• _ABOUT THIS TASK_
Copy, from the data below, each line that has the word "image".
::: TASK INPUT
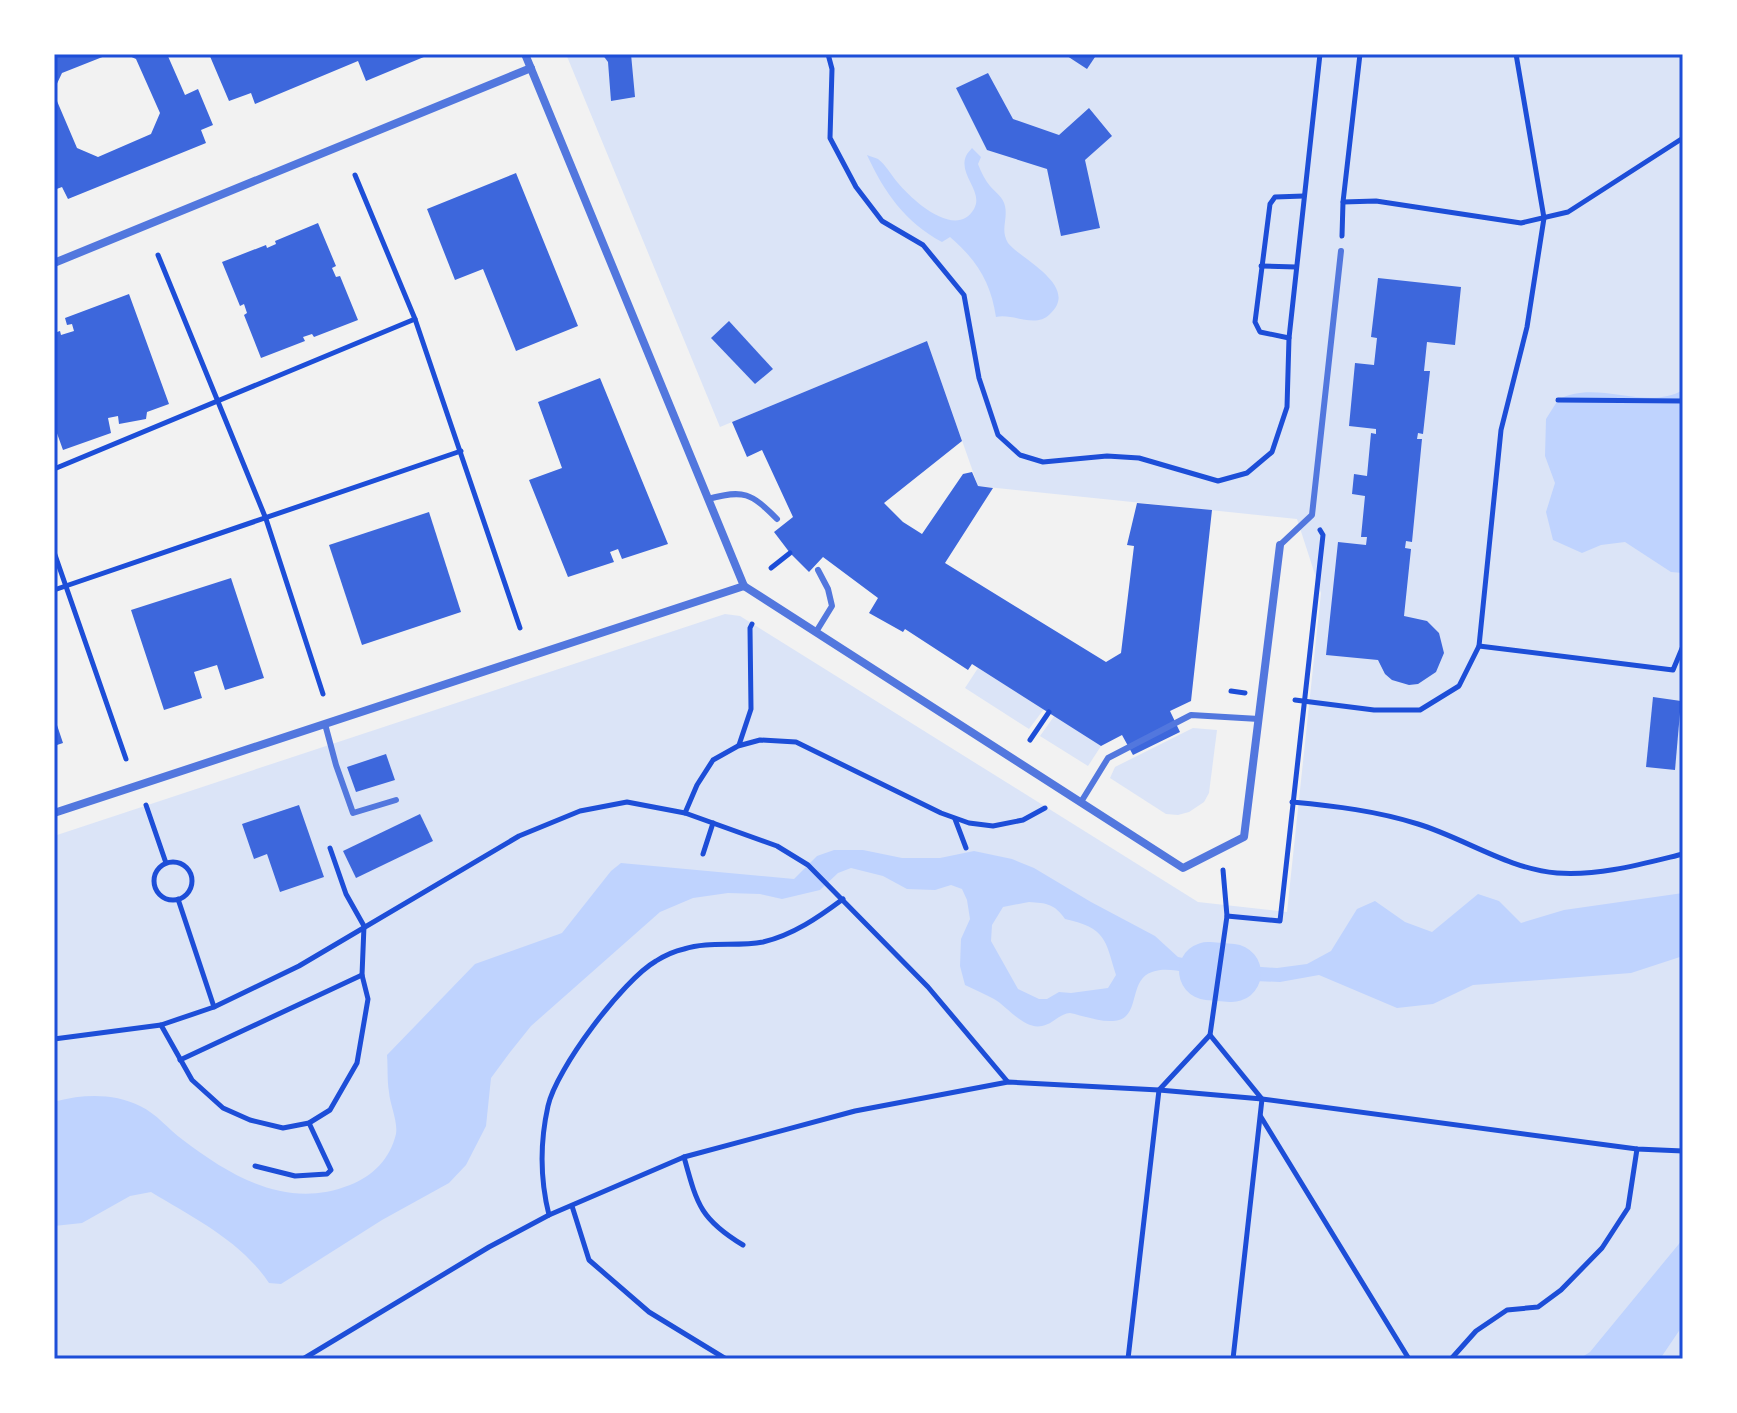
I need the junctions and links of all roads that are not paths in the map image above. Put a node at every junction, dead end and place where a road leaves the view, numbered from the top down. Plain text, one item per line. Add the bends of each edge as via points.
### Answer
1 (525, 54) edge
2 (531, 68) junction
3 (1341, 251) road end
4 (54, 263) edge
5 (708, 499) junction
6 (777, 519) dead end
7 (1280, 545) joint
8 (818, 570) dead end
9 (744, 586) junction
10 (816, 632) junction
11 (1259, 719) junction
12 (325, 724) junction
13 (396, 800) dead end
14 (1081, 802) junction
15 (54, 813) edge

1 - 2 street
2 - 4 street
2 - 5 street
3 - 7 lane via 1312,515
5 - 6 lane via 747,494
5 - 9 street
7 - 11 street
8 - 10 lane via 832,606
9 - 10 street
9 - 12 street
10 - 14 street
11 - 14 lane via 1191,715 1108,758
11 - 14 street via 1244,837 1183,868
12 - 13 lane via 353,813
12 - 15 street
::::::
::: TASK INPUT
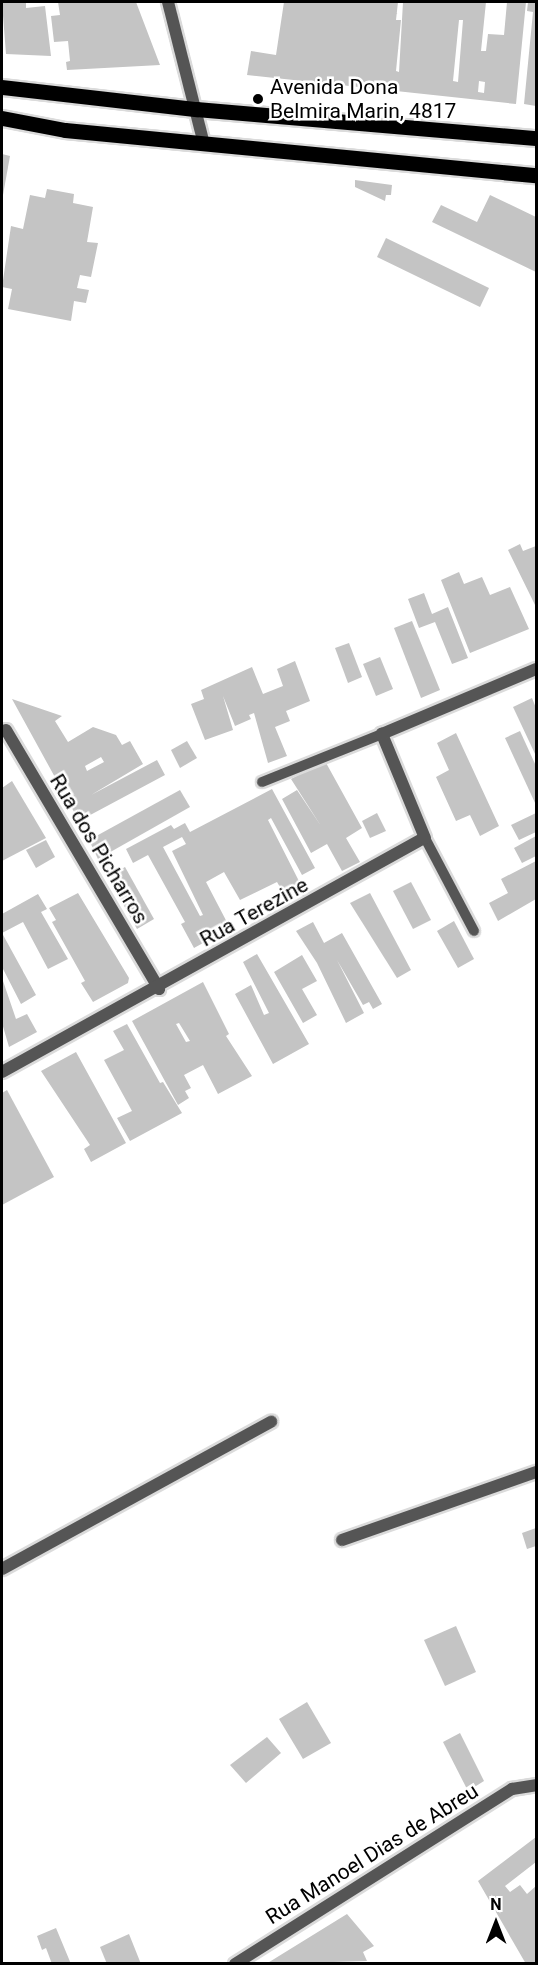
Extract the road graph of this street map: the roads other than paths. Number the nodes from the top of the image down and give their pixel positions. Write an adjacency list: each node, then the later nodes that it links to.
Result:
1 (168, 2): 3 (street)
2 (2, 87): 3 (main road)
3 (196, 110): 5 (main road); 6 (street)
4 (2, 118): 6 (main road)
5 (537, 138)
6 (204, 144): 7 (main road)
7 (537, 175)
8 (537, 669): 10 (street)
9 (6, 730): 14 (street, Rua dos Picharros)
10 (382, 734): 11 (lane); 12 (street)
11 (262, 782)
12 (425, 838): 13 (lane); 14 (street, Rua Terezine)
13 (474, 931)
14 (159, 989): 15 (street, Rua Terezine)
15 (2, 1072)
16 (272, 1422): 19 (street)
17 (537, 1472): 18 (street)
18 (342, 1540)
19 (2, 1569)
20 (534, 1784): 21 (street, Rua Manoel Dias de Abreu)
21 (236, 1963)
::::::
::: TASK INPUT
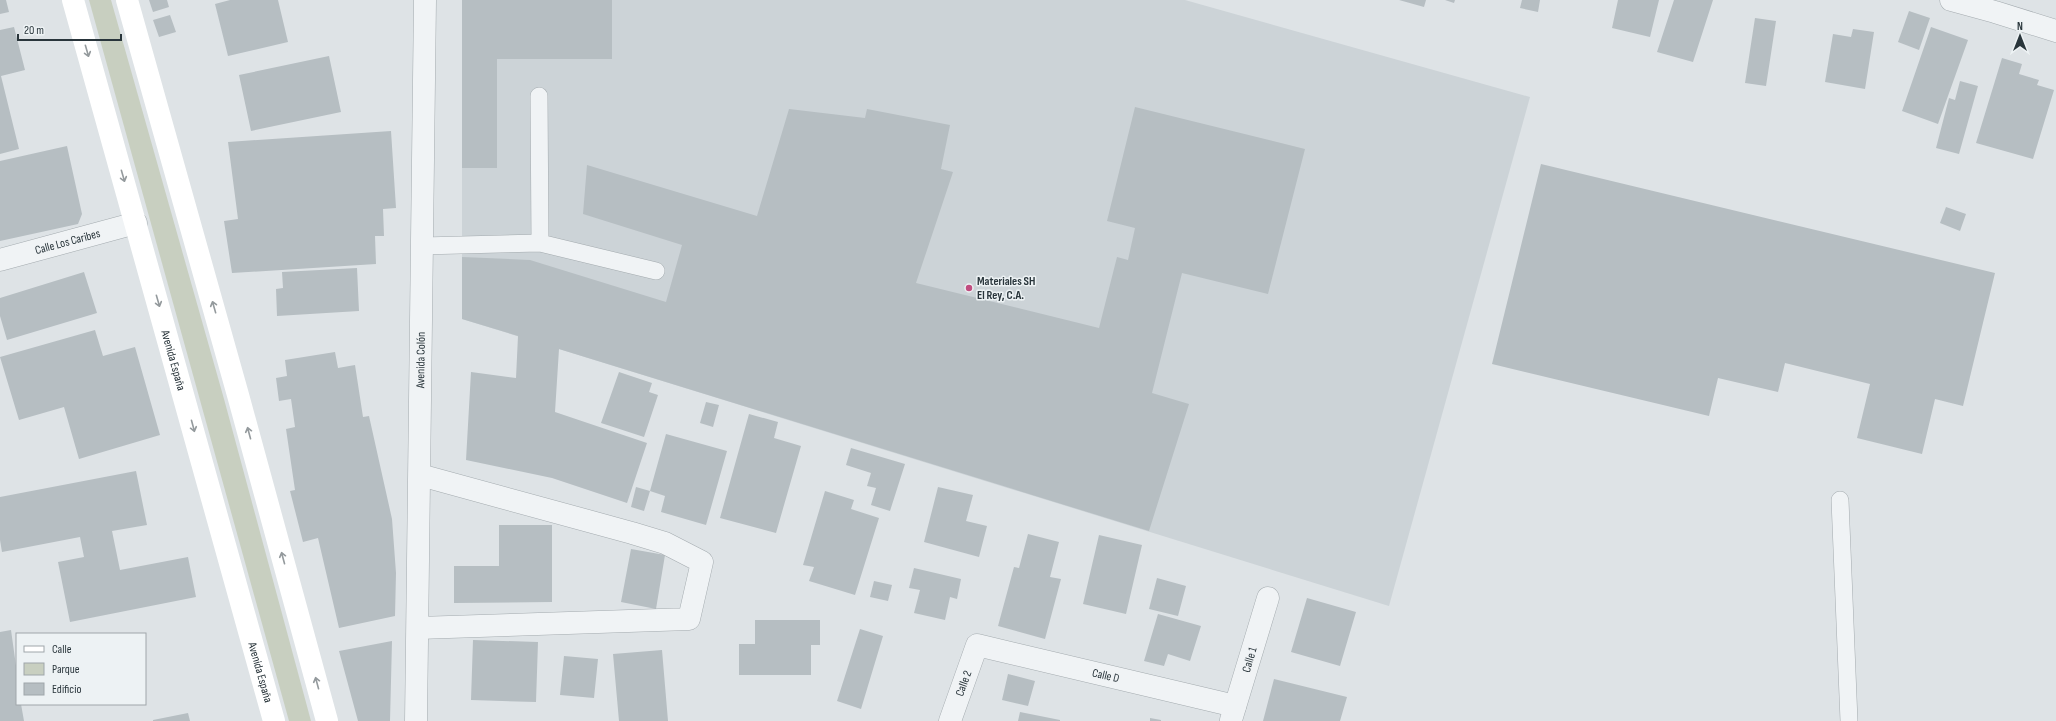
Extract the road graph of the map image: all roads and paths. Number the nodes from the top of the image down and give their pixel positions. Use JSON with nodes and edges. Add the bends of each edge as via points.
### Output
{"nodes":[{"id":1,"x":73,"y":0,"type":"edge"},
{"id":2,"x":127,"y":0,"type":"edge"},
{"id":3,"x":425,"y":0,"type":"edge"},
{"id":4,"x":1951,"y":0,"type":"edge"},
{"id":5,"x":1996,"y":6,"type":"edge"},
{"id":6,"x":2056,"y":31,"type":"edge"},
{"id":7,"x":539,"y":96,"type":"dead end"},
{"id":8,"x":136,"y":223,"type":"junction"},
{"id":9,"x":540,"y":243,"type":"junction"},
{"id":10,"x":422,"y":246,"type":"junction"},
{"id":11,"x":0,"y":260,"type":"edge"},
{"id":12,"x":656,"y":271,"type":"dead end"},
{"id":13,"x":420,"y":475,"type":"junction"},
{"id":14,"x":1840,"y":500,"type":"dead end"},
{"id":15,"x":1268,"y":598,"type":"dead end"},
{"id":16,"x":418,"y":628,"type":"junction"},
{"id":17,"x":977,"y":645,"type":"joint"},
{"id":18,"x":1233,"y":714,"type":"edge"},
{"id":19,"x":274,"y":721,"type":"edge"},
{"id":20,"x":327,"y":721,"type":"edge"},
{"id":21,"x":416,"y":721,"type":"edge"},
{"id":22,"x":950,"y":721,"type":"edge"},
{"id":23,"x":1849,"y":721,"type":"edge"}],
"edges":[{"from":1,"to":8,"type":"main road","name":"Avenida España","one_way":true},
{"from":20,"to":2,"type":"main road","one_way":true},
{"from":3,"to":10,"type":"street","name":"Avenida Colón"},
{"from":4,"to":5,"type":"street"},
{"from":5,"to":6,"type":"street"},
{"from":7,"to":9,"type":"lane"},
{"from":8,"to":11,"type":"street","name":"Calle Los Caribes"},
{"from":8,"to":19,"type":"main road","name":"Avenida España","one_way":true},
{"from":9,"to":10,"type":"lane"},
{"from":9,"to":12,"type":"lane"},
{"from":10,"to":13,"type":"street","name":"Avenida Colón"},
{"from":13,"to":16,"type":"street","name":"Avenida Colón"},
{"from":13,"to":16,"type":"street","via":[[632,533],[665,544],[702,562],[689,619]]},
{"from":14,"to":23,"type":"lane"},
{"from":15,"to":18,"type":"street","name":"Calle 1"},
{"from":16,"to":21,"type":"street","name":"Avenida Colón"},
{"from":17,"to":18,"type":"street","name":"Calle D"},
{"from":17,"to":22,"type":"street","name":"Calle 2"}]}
::::::
• _RESPONSE TO THIS TASK_
I need the junctions and links of all roads that are not paths in the map image above. Put a node at every junction, dead end and place where a road leaves the view, numbered from the top down. Plain text, one item per line. Add the bends of each edge as via points.
Extract the road graph of this street map: the roads other than paths. Number the nodes from the top of the image down and give their pixel positions. Write an adjacency list: each node, then the later nodes that it links to.
Extract the road graph of the map image: all roads and paths. Number the nodes from the top of the image down and give their pixel positions. Use JSON with nodes and edges. Add the bends of each edge as via points.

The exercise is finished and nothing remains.